02

1.9K 118 72
                                    

"We moéten hem vinden, Bubbel!"

Mijn handen waren diep in mijn zakken gestoken en mijn rode muts was over mijn donkerblonde plukken getrokken. Ik droeg een donkerblauwe winterjas met een wollen binnenkant en een hoge kraag.

Bubbel en ik glibberden over het schoolplein, het was maandagochtend en het had de hele nacht gevroren. Gisteren waren we naar de club geweest, vandaag leefden we op asperines. Toen ik thuis kwam, was ik direct in slaap gevallen, maar toen ik vanmorgen wakker werd, was het enige waar ik aan kon denken die aerodynamisch-jongen.

Ik had geen flauw idee wat aerodynamisch betekende trouwens, maar ik was klaar om dat te ontdekken.

"We moeten hem vragen wat aerodynamisch betekend!" proestte ik uit terwijl we rillende mensen passeerden. Bubbel keek me ondoorgrondelijk aan.

Ik had vanaf het moment dat ik wakker werd tot nu, alleen nog maar aan een plan gedacht om de jongen van gisteren te vinden. Om de een of andere reden kon ik hem niet uit mijn hoofd krijgen, alsof hij tegen mijn brein was aangeplakt.

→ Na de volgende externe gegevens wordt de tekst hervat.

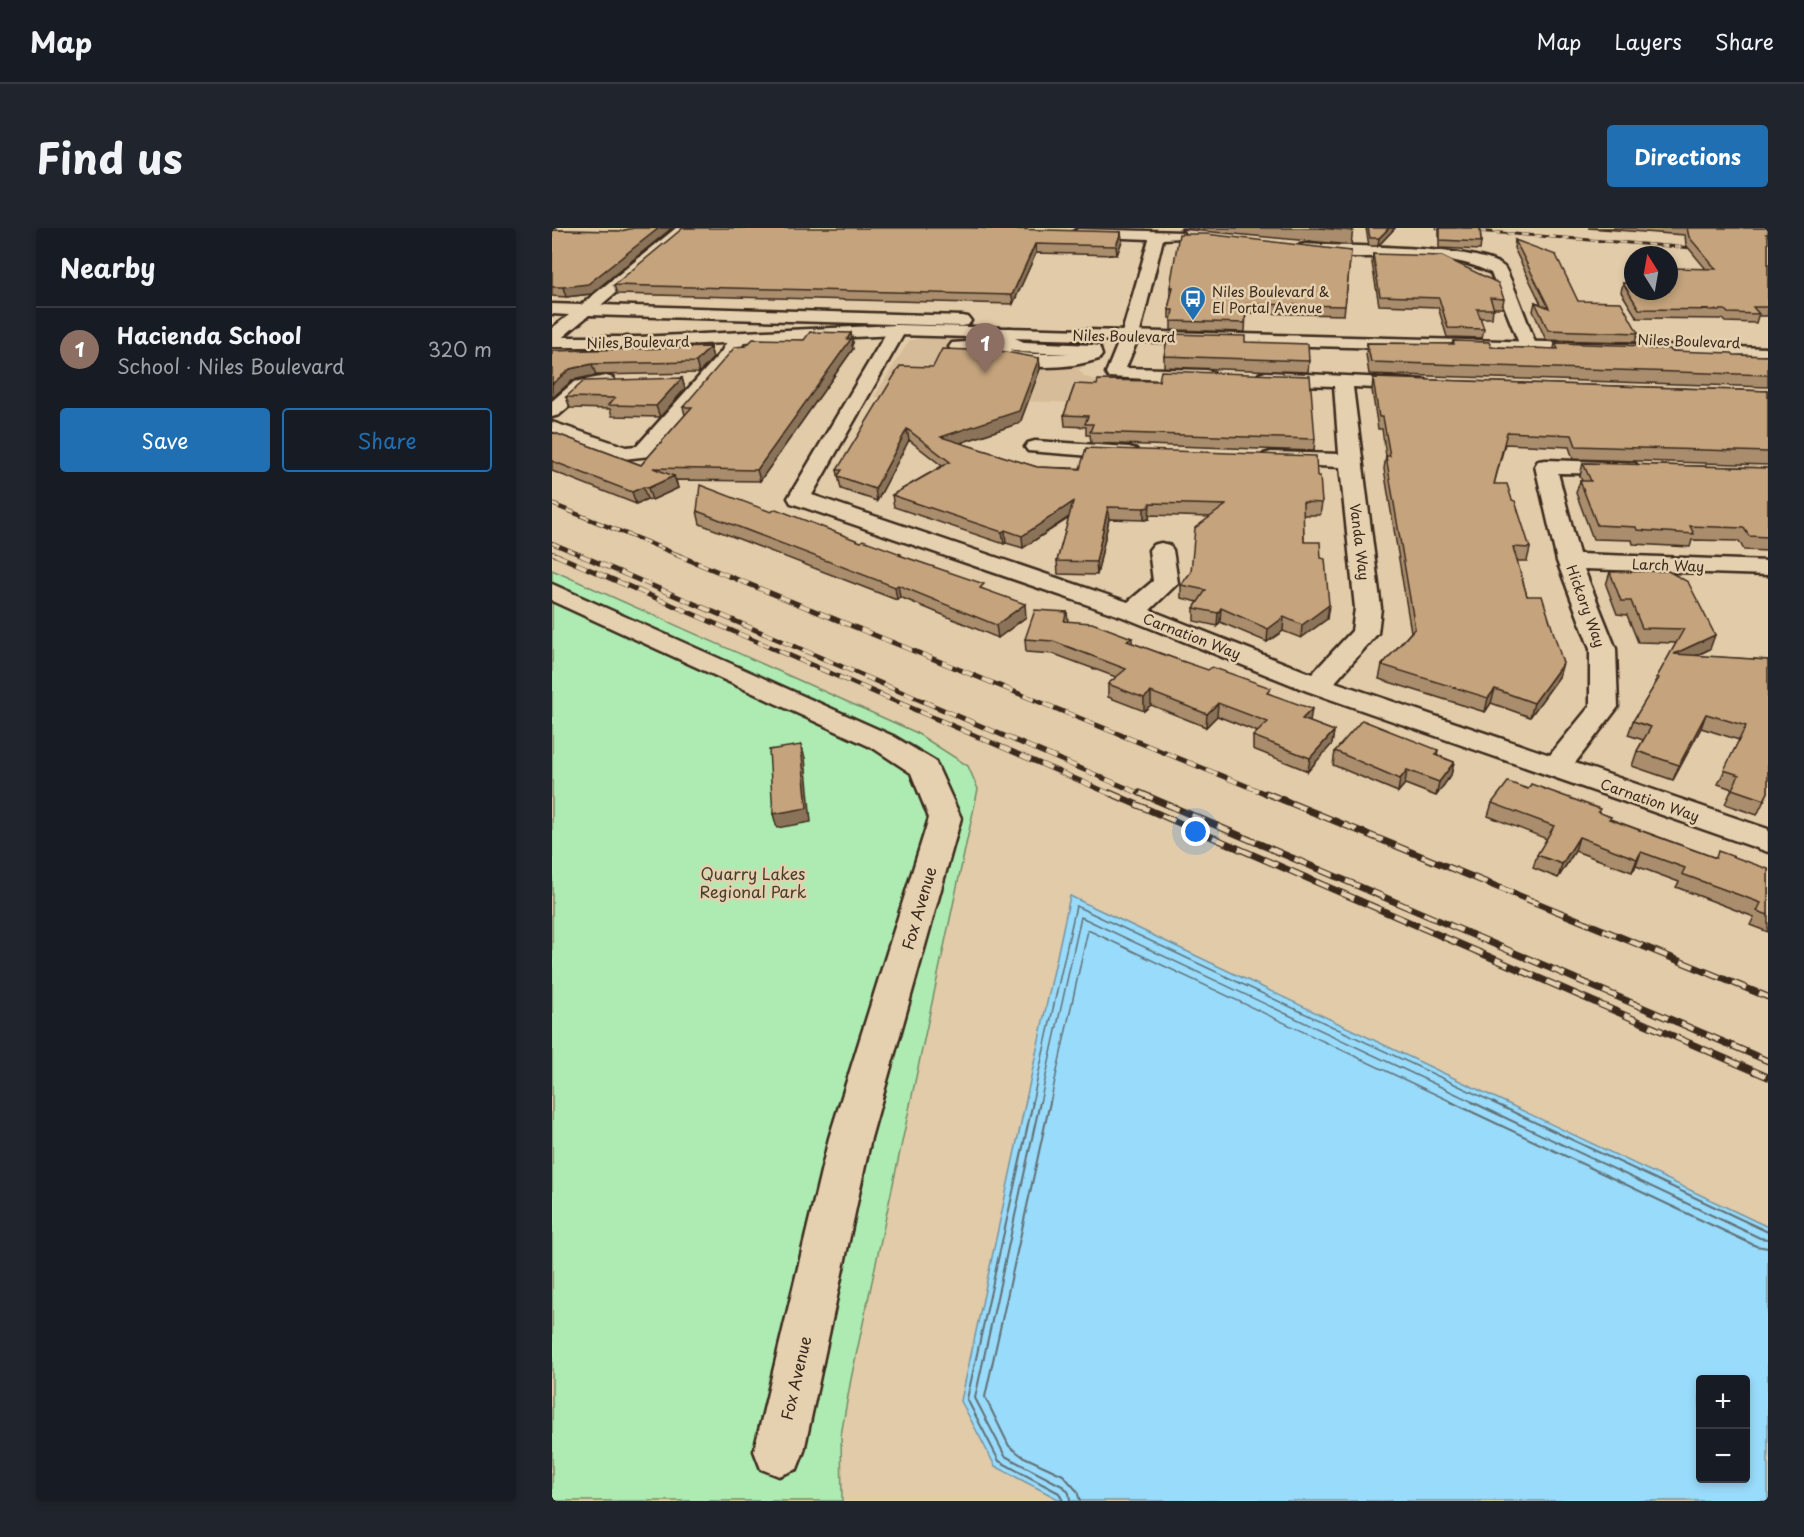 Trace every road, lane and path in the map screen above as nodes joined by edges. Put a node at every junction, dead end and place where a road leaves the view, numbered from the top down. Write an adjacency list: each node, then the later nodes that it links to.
1 (685, 228): 7 (street)
2 (1061, 232): 3 (street)
3 (1157, 235): 4 (street); 12 (street)
4 (1189, 235)
5 (1285, 246): 16 (street)
6 (552, 309): 7 (street, Niles Boulevard)
7 (593, 310): 8 (street, Niles Boulevard); 13 (street)
8 (962, 321): 9 (street, Niles Boulevard); 12 (street, Niles Boulevard)
9 (774, 326): 10 (street, Niles Boulevard); 14 (street)
10 (715, 330): 13 (street, Niles Boulevard); 14 (street)
11 (897, 330): 14 (street, Niles Boulevard); 15 (street, Niles Boulevard); 39 (street, Carnation Way)
12 (1131, 331): 15 (street, Niles Boulevard); 16 (street, Niles Boulevard); 20 (street)
13 (553, 336): 14 (street, Niles Boulevard)
14 (737, 339): 24 (street)
15 (1006, 340): 18 (street); 20 (street)
16 (1526, 342): 17 (street, Niles Boulevard); 19 (street, Niles Boulevard)
17 (1768, 343)
18 (958, 347)
19 (1768, 353)
20 (1118, 368): 21 (street)
21 (1223, 377)
22 (1247, 378): 25 (street)
23 (678, 381): 24 (street)
24 (705, 381): 29 (street)
25 (1343, 381): 27 (street); 33 (street, Vanda Way)
26 (620, 382): 28 (street)
27 (1437, 384)
28 (552, 411)
29 (552, 428)
30 (1035, 447): 31 (street)
31 (1148, 454)
32 (1255, 458): 33 (street)
33 (1350, 461): 40 (street, Vanda Way)
34 (1651, 469): 36 (street, Hickory Way)
35 (1161, 550): 39 (street)
36 (1569, 561): 37 (street, Larch Way); 41 (street, Hickory Way)
37 (1768, 568)
38 (552, 592): 43 (street, Fox Avenue)
39 (1131, 612): 40 (street, Carnation Way)
40 (1317, 685): 41 (street, Carnation Way)
41 (1555, 768): 42 (street, Carnation Way)
42 (1768, 841)
43 (779, 1451)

"Finn..." begon Bubbel onzeker. Ik keek hem bekritiserend aan.

"Nee."

"Ik denk niet dat we hem gaan vinden."

"Natuurlijk wel. Ik wil weten wat aerodynamisch betekend."

Bubbel keek me geïrriteerd aan.

"Wat?"

"Raadpleeg Google, Finn, een woordenboek desnoods," snauwde Bubbel geërgerd. Het was wel weer duidelijk dat hij zijn acht uur slaap nodig had.

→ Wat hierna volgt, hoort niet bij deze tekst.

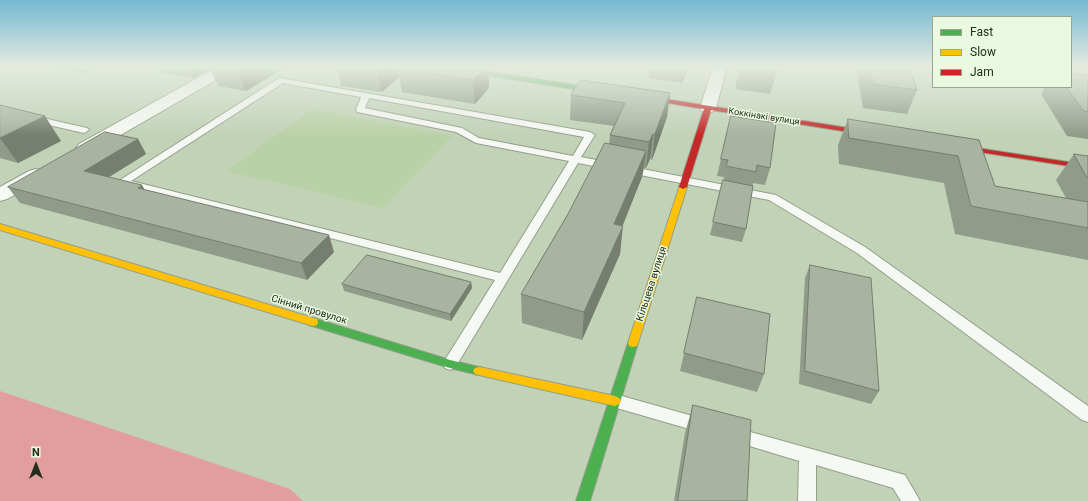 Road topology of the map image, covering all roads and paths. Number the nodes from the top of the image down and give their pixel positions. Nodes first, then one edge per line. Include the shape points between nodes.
1 (188, 89) edge
2 (267, 89) edge
3 (331, 89) edge
4 (591, 89) edge
5 (713, 89) edge
6 (614, 93) edge
7 (366, 96) junction
8 (630, 96) edge
9 (708, 108) junction
10 (23, 116) edge
11 (84, 130) dead end
12 (887, 136) edge
13 (941, 144) edge
14 (70, 156) edge
15 (577, 159) junction
16 (1088, 167) edge
17 (49, 168) edge
18 (686, 179) junction
19 (0, 195) edge
20 (0, 227) edge
21 (504, 278) junction
22 (450, 364) junction
23 (614, 401) junction
24 (1088, 415) edge
25 (808, 456) junction
26 (582, 501) edge
27 (808, 501) edge
28 (911, 501) edge

1 - 14 street
2 - 21 lane via 122,182
3 - 7 lane
4 - 6 street
5 - 9 street, Кільцева вулиця
7 - 15 lane via 360,110 459,130 476,140
7 - 15 lane via 590,135
8 - 9 street, Коккінакі вулиця
9 - 12 street, Коккінакі вулиця
9 - 18 street, Кільцева вулиця
10 - 11 lane
13 - 16 street
15 - 18 lane
15 - 21 lane
17 - 19 street
18 - 23 street, Кільцева вулиця
18 - 24 lane via 772,197 861,250
20 - 22 street, Сінний провулок
21 - 22 lane
22 - 23 street, Сінний провулок
23 - 25 lane
23 - 26 street, Кільцева вулиця
25 - 27 lane
25 - 28 lane via 899,481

Schimmelbrein, hij begreep er niks van.

Ik moest het aan de jongen zelf vragen. Daar was geen reden voor, niks geen woordenboek. Het was belangrijk, het voelde slecht om het op te zoeken, alsof ik iets aanpaste wat niet terugveranderd kon worden, wat aangetast moest worden op een speciale manier.

Ik liet mijn vingers spelen met de papiertjes en rommeltjes in mijn zakken. Snoeppapiertjes en kassabonnetjes. Ik voelde de wind mijn wangen strelen en mijn voeten gleden bijna weg over het gladde schoolplein.

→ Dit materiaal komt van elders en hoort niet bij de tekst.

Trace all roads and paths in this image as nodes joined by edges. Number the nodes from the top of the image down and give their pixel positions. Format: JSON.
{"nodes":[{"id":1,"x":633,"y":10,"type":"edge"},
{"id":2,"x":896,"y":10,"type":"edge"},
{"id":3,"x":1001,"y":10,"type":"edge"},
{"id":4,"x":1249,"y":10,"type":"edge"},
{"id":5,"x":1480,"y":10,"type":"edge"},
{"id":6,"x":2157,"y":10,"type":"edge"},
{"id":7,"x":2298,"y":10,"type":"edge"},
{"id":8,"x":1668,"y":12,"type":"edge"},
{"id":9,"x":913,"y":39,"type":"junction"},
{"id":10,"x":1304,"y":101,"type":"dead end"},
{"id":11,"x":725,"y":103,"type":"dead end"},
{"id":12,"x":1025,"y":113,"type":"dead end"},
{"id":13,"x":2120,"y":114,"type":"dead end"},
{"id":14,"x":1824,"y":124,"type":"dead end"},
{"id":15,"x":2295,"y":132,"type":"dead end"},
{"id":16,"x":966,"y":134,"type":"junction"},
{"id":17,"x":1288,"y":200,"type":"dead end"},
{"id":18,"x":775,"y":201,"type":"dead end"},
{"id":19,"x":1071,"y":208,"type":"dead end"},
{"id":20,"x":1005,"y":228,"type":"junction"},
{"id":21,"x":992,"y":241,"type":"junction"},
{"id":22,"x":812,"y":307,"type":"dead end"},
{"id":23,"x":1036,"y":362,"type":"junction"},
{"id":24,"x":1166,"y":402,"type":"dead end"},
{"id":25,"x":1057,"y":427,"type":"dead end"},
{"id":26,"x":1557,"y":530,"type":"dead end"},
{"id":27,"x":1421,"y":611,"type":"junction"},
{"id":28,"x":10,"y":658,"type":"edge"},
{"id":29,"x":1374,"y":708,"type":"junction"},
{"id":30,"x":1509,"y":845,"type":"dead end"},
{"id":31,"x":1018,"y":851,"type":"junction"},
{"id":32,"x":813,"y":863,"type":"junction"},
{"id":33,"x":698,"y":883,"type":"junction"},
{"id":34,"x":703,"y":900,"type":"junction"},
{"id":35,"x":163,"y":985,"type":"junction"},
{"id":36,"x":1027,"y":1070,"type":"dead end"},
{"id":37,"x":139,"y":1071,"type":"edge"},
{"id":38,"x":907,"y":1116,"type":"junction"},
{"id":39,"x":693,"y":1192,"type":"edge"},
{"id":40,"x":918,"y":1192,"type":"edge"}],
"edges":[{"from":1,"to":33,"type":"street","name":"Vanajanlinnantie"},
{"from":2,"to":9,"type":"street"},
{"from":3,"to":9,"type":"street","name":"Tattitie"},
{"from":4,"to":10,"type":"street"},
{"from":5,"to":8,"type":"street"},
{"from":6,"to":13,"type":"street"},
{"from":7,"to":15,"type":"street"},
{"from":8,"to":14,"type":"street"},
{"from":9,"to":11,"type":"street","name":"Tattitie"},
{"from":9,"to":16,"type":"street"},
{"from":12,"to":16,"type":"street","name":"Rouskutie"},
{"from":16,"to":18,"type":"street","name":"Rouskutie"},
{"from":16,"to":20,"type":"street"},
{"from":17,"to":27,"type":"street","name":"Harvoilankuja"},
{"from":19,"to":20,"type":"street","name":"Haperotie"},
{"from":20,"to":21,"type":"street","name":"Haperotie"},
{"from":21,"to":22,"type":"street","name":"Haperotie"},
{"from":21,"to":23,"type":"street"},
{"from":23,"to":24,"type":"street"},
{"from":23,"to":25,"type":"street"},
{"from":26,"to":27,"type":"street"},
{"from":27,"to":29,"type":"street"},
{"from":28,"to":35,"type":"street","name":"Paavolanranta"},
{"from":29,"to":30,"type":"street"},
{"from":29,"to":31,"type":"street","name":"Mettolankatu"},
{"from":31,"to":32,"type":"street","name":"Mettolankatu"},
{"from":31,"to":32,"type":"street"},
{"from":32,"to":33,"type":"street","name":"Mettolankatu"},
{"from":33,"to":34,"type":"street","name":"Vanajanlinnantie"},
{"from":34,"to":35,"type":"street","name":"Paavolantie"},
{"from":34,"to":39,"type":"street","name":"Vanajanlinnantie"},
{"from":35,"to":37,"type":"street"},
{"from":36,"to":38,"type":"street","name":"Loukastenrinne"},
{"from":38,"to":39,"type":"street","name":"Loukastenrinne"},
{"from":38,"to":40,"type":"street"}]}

"Finn?" begon Bubbel weer twijfelend na enige tijd stilte. Ik besloot hem te negeren.

We kwamen aan bij de ingang van onze school. Het waren twee enorme klapdeuren van glas en ze terroriseerden kinderen al zolang ze bestonden. Als je eens wist hoe veel mensen daar tegenaan waren gelopen. Je wist nooit of die krengen open of dicht waren. Glas was een idiote uitvinding.

"Finn?" herhaalde Bubbel, ik keek hem aan. Zijn ogen keken onzeker en zijn kaak was gespannen, alsof hij nerveus was.

Mijn hele naam was Arvin, wist je dat dat vruchtbaar betekende? Mijn ouders vast niet.

"Als dit over hem gaat en betreft: 'we gaan hem niet-"

"Ben je homo?"

Was ik homo? Geen idee. Maakte het uit? "Nee," zei ik.

"Nee?"

De twijfeling in zijn stem was kwetsend, het klonk alsof het hem verbaasde.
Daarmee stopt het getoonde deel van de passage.